Your objective:
What you write should be an exact copy of the material, from its first line through the line containing "For a GIS import: What".

Source information:
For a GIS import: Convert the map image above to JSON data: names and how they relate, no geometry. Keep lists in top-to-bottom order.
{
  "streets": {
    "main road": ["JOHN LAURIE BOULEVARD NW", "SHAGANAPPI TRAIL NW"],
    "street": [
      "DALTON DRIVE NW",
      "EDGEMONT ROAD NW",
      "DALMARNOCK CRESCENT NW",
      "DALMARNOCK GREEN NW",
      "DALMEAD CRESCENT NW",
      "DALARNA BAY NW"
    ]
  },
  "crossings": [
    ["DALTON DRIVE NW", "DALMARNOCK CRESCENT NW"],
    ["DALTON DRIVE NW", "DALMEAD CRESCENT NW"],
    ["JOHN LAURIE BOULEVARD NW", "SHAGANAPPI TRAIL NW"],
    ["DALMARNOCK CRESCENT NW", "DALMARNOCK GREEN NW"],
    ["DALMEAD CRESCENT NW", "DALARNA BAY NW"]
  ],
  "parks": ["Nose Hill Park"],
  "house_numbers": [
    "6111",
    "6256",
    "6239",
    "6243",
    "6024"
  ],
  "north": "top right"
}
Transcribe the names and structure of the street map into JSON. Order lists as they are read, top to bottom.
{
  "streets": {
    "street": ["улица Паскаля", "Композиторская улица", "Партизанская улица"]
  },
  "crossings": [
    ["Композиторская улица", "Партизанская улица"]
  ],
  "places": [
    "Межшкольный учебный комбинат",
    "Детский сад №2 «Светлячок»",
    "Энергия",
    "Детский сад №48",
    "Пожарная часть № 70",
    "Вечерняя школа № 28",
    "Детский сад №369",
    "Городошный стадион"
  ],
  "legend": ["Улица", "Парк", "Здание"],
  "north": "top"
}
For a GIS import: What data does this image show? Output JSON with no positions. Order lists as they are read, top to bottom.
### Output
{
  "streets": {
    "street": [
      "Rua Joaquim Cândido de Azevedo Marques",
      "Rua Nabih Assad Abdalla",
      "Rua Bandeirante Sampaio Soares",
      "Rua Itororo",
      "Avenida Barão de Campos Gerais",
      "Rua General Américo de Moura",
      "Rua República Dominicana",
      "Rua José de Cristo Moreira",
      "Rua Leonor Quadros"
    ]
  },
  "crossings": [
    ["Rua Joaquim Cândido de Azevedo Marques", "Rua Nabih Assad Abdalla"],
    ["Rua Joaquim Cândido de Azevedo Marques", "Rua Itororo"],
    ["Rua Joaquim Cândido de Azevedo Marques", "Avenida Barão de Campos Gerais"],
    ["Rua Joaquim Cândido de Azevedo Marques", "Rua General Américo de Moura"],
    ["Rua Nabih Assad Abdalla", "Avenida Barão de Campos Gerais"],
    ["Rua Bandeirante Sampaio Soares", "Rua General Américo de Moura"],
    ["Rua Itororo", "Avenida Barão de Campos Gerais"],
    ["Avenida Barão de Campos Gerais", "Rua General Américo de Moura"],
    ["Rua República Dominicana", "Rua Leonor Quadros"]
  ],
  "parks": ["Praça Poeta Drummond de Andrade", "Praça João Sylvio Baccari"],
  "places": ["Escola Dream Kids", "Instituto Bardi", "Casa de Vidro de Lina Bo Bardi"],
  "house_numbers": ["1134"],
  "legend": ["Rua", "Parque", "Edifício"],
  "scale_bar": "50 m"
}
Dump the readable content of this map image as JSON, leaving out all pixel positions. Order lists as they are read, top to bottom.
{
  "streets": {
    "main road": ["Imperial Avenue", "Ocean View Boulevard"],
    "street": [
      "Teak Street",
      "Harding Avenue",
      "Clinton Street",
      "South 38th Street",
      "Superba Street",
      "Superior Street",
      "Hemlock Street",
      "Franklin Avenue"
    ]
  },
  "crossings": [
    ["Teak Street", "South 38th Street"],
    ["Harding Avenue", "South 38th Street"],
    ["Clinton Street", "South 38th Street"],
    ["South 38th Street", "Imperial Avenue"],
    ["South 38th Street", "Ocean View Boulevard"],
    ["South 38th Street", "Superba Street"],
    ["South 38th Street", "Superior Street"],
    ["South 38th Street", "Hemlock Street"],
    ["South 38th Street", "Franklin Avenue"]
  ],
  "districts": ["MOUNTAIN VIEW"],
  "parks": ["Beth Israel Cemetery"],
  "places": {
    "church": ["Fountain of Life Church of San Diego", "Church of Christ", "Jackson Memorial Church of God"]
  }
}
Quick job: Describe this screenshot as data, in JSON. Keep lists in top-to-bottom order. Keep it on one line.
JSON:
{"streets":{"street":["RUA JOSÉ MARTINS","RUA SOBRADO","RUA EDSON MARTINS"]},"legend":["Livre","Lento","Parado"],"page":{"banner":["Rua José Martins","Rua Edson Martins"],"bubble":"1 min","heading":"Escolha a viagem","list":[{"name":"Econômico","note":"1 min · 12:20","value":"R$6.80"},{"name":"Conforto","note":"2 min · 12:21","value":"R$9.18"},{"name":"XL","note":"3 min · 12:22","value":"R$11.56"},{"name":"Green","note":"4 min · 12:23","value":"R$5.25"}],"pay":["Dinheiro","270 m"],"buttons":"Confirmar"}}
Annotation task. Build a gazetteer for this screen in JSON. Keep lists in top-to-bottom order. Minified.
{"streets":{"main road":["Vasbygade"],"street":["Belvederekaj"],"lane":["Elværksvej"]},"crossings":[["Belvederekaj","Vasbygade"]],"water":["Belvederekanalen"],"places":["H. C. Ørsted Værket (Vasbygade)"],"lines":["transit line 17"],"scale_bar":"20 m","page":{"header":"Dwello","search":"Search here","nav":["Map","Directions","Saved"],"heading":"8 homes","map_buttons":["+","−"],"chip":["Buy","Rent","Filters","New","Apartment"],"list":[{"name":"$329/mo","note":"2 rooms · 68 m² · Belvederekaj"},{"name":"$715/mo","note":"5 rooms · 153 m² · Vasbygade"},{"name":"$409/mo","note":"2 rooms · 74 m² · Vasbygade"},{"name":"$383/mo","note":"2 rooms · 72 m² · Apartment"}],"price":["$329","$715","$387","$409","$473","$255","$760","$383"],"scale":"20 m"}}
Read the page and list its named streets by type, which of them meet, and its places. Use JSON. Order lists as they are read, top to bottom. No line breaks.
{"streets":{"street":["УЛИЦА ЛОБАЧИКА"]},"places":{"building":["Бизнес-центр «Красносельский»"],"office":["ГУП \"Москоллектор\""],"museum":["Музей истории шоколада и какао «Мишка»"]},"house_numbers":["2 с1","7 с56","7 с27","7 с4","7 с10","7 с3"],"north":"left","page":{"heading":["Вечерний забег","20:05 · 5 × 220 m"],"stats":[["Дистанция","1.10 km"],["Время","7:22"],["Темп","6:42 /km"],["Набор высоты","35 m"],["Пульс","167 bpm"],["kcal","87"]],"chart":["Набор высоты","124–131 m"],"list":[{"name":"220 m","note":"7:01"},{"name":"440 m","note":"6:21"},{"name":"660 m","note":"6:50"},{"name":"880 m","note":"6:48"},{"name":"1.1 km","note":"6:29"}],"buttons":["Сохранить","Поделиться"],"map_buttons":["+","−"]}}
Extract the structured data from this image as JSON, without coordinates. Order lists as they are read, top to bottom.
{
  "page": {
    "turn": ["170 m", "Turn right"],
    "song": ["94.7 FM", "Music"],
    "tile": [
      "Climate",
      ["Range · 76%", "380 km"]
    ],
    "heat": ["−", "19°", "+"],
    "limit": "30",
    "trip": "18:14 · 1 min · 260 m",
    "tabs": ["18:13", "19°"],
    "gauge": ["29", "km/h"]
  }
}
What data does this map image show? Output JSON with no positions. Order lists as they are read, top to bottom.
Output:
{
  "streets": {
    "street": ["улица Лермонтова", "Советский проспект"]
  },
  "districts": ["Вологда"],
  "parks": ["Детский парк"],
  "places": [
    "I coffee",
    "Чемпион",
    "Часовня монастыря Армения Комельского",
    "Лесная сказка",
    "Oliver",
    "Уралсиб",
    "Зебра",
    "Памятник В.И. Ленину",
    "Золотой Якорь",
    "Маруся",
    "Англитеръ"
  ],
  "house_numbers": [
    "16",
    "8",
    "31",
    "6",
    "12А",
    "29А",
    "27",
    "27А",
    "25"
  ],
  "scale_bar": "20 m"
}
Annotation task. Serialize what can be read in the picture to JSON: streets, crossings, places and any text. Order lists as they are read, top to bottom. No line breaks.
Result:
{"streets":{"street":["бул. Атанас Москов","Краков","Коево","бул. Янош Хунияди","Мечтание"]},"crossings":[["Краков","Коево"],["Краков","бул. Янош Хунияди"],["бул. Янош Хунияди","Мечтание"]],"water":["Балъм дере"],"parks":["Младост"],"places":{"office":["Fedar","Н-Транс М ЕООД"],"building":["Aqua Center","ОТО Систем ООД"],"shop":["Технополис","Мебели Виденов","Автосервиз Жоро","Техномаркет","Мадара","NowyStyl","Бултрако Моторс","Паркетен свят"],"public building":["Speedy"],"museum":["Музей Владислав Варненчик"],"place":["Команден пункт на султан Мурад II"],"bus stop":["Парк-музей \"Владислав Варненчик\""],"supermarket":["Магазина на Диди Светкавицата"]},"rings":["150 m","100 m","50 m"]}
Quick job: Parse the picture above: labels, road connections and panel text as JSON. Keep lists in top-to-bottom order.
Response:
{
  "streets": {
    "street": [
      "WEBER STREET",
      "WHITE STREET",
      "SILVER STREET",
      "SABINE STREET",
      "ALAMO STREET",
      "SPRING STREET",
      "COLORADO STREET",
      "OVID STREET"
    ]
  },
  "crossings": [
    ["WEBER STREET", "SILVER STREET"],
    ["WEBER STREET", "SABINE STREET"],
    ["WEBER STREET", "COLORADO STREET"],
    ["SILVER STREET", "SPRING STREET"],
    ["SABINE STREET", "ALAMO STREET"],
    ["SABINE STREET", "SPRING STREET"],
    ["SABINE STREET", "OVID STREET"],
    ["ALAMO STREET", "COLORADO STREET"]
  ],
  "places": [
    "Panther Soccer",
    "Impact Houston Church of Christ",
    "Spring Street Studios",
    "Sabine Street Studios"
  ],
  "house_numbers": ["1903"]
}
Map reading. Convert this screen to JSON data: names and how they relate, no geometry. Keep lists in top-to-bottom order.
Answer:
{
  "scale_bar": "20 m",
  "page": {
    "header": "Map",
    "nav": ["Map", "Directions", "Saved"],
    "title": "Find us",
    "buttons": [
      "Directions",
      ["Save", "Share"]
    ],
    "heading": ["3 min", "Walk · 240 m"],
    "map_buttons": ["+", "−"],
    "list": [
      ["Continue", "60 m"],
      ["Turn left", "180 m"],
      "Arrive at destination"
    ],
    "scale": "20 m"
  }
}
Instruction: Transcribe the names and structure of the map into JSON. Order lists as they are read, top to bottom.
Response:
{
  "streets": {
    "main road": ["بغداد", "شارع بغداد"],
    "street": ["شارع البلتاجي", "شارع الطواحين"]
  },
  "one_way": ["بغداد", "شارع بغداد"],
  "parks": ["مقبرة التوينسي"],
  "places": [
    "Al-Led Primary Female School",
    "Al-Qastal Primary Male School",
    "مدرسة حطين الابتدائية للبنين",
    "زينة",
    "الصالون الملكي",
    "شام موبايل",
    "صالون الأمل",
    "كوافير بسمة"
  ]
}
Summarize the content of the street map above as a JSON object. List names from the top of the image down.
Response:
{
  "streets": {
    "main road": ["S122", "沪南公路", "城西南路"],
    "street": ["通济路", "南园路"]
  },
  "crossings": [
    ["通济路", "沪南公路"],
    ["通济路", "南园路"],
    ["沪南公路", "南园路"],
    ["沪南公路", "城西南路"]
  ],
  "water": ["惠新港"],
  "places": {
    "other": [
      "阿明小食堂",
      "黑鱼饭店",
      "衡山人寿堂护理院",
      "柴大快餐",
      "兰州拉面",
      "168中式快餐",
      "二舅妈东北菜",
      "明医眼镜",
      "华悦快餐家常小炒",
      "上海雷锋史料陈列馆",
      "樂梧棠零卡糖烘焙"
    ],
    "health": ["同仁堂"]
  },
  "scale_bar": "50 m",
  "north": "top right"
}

Response area:
For a GIS import: Convert the map image above to JSON data: names and how they relate, no geometry. Keep lists in top-to-bottom order.
{
  "streets": {
    "main road": ["JOHN LAURIE BOULEVARD NW", "SHAGANAPPI TRAIL NW"],
    "street": [
      "DALTON DRIVE NW",
      "EDGEMONT ROAD NW",
      "DALMARNOCK CRESCENT NW",
      "DALMARNOCK GREEN NW",
      "DALMEAD CRESCENT NW",
      "DALARNA BAY NW"
    ]
  },
  "crossings": [
    ["DALTON DRIVE NW", "DALMARNOCK CRESCENT NW"],
    ["DALTON DRIVE NW", "DALMEAD CRESCENT NW"],
    ["JOHN LAURIE BOULEVARD NW", "SHAGANAPPI TRAIL NW"],
    ["DALMARNOCK CRESCENT NW", "DALMARNOCK GREEN NW"],
    ["DALMEAD CRESCENT NW", "DALARNA BAY NW"]
  ],
  "parks": ["Nose Hill Park"],
  "house_numbers": [
    "6111",
    "6256",
    "6239",
    "6243",
    "6024"
  ],
  "north": "top right"
}
Transcribe the names and structure of the street map into JSON. Order lists as they are read, top to bottom.
{
  "streets": {
    "street": ["улица Паскаля", "Композиторская улица", "Партизанская улица"]
  },
  "crossings": [
    ["Композиторская улица", "Партизанская улица"]
  ],
  "places": [
    "Межшкольный учебный комбинат",
    "Детский сад №2 «Светлячок»",
    "Энергия",
    "Детский сад №48",
    "Пожарная часть № 70",
    "Вечерняя школа № 28",
    "Детский сад №369",
    "Городошный стадион"
  ],
  "legend": ["Улица", "Парк", "Здание"],
  "north": "top"
}
For a GIS import: What data does this image show? Output JSON with no positions. Order lists as they are read, top to bottom.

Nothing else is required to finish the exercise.